EXERCISE REQUIREMENTS — Please transcribe the data exactly, with nothing left out.

Extracted data entries
****************
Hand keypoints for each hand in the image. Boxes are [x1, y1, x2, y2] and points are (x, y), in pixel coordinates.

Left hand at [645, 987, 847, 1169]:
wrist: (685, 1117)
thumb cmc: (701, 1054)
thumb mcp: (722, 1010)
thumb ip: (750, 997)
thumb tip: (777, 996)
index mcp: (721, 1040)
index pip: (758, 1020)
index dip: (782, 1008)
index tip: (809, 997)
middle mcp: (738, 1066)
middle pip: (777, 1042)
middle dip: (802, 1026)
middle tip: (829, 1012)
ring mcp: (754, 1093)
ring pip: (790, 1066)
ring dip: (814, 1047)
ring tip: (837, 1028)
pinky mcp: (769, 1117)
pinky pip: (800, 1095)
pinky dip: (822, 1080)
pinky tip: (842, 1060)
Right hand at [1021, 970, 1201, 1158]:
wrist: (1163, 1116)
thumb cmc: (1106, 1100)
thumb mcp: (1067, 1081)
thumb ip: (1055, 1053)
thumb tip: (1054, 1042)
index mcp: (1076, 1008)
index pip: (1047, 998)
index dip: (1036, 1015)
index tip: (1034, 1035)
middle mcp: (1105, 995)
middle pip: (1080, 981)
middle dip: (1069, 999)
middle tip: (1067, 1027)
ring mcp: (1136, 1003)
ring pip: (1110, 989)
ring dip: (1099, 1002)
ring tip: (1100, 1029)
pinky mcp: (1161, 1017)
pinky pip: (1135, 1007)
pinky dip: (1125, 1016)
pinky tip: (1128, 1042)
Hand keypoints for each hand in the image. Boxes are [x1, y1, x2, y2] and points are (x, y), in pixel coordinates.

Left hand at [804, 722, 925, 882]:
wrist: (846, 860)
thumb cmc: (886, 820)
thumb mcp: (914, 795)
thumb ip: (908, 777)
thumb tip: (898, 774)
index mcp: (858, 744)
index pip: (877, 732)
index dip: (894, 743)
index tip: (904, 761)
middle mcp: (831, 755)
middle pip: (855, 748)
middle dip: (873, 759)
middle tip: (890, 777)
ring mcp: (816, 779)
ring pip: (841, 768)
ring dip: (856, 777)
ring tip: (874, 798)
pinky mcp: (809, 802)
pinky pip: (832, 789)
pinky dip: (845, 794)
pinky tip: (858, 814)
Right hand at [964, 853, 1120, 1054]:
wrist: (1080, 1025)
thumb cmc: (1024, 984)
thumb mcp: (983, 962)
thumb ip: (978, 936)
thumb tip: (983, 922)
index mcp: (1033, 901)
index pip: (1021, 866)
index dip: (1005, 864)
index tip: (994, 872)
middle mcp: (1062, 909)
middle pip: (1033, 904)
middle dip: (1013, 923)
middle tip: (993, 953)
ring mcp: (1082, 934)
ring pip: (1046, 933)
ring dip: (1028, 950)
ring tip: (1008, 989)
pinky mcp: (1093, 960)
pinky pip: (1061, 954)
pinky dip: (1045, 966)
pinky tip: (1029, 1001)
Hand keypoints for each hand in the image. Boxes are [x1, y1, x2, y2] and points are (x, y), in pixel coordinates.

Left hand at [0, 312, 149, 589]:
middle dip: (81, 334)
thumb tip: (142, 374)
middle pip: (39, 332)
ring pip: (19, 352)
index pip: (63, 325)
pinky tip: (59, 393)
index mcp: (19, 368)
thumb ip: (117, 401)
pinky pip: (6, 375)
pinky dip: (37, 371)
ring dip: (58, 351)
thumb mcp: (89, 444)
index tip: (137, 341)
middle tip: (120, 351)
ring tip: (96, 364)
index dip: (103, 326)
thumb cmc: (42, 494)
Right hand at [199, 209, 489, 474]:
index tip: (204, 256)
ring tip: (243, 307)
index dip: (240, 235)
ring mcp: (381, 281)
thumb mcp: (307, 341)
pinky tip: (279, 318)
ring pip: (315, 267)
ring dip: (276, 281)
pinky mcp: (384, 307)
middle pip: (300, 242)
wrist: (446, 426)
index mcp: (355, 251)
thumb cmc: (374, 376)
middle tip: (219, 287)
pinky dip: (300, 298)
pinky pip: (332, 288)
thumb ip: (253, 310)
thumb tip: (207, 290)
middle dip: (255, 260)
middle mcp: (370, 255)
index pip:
****************
SOLUTION —
Hand keypoints for each hand in the image. Boxes are [x1, y1, x2, y2] and points are (x, y), in pixel coordinates.

Left hand at [645, 987, 847, 1169]:
wrist: (685, 1117)
thumb cmc: (701, 1054)
thumb mcp: (722, 1010)
thumb ip: (750, 997)
thumb tip: (777, 996)
index mcp: (721, 1040)
index pip: (758, 1020)
index dip: (782, 1008)
index tip: (809, 997)
middle mcp: (738, 1066)
middle pip: (777, 1042)
middle dip: (802, 1026)
middle tip: (829, 1012)
ring mcp: (754, 1093)
ring pip: (790, 1066)
ring dip: (814, 1047)
ring tip: (837, 1028)
pinky mcp: (769, 1117)
pinky pip: (800, 1095)
pinky dip: (822, 1080)
pinky tip: (842, 1060)
Right hand at [1021, 970, 1201, 1158]:
wrist: (1163, 1116)
thumb cmc: (1106, 1100)
thumb mcp: (1067, 1081)
thumb ip: (1055, 1053)
thumb tip: (1054, 1042)
index mcp: (1076, 1008)
index pip: (1047, 998)
index dip: (1036, 1015)
index tip: (1034, 1035)
middle mcp: (1105, 995)
middle pip: (1080, 981)
middle dip: (1069, 999)
middle tip: (1067, 1027)
ring mcp: (1136, 1003)
ring pip: (1110, 989)
ring dip: (1099, 1002)
ring tip: (1100, 1029)
pinky mcp: (1161, 1017)
pinky pip: (1135, 1007)
pinky dip: (1125, 1016)
pinky tip: (1128, 1042)
Hand keypoints for each hand in the image. Boxes are [x1, y1, x2, y2] and points are (x, y), in pixel coordinates.

Left hand at [804, 722, 925, 882]:
wrist: (846, 860)
thumb cmc: (886, 820)
thumb mcp: (914, 795)
thumb ip: (908, 777)
thumb tip: (898, 774)
index mcp: (858, 744)
index pip: (877, 732)
index dip: (894, 743)
index tip: (904, 761)
middle mcp: (831, 755)
middle pip: (855, 748)
middle dip: (873, 759)
middle tip: (890, 777)
ring mcp: (816, 779)
ring pip: (841, 768)
ring dip: (856, 777)
ring tip: (874, 798)
pinky mcp: (809, 802)
pinky pip: (832, 789)
pinky dip: (845, 794)
pinky tip: (858, 814)
Right hand at [964, 853, 1120, 1054]:
wrist: (1080, 1025)
thumb cmc: (1024, 984)
thumb mcp: (983, 962)
thumb ip: (978, 936)
thumb tip: (983, 922)
index mcp: (1033, 901)
index pip: (1021, 866)
index dip: (1005, 864)
index tip: (994, 872)
middle mcp: (1062, 909)
middle pip: (1033, 904)
middle dip: (1013, 923)
middle tip: (993, 953)
ring mcp: (1082, 934)
ring pip: (1046, 933)
ring dip: (1028, 950)
ring tip: (1008, 989)
pinky mcp: (1093, 960)
pinky pip: (1061, 954)
pinky dip: (1045, 966)
pinky tip: (1029, 1001)
Hand keypoints for each hand in the image. Boxes are [x1, y1, x2, y2] and points are (x, y), in pixel coordinates.

Left hand at [0, 312, 149, 589]:
middle dip: (81, 334)
thumb tip: (142, 374)
middle pip: (39, 332)
ring pip: (19, 352)
index pip: (63, 325)
pinky tip: (59, 393)
index mcp: (19, 368)
thumb ip: (117, 401)
pinky pip: (6, 375)
pinky dip: (37, 371)
ring dip: (58, 351)
thumb mcp: (89, 444)
index tip: (137, 341)
middle tip: (120, 351)
ring tip: (96, 364)
index dip: (103, 326)
thumb cmc: (42, 494)
Right hand at [199, 209, 489, 474]:
index tip: (204, 256)
ring tip: (243, 307)
index dip: (240, 235)
ring mcp: (381, 281)
thumb mcp: (307, 341)
pinky tip: (279, 318)
ring pip: (315, 267)
ring dip: (276, 281)
pinky mcp: (384, 307)
middle pip: (300, 242)
wrist: (446, 426)
index mcp: (355, 251)
thumb cmc: (374, 376)
middle tip: (219, 287)
pinky dip: (300, 298)
pinky pip: (332, 288)
thumb ip: (253, 310)
thumb tip: (207, 290)
middle dip: (255, 260)
middle mcp: (370, 255)
index pip:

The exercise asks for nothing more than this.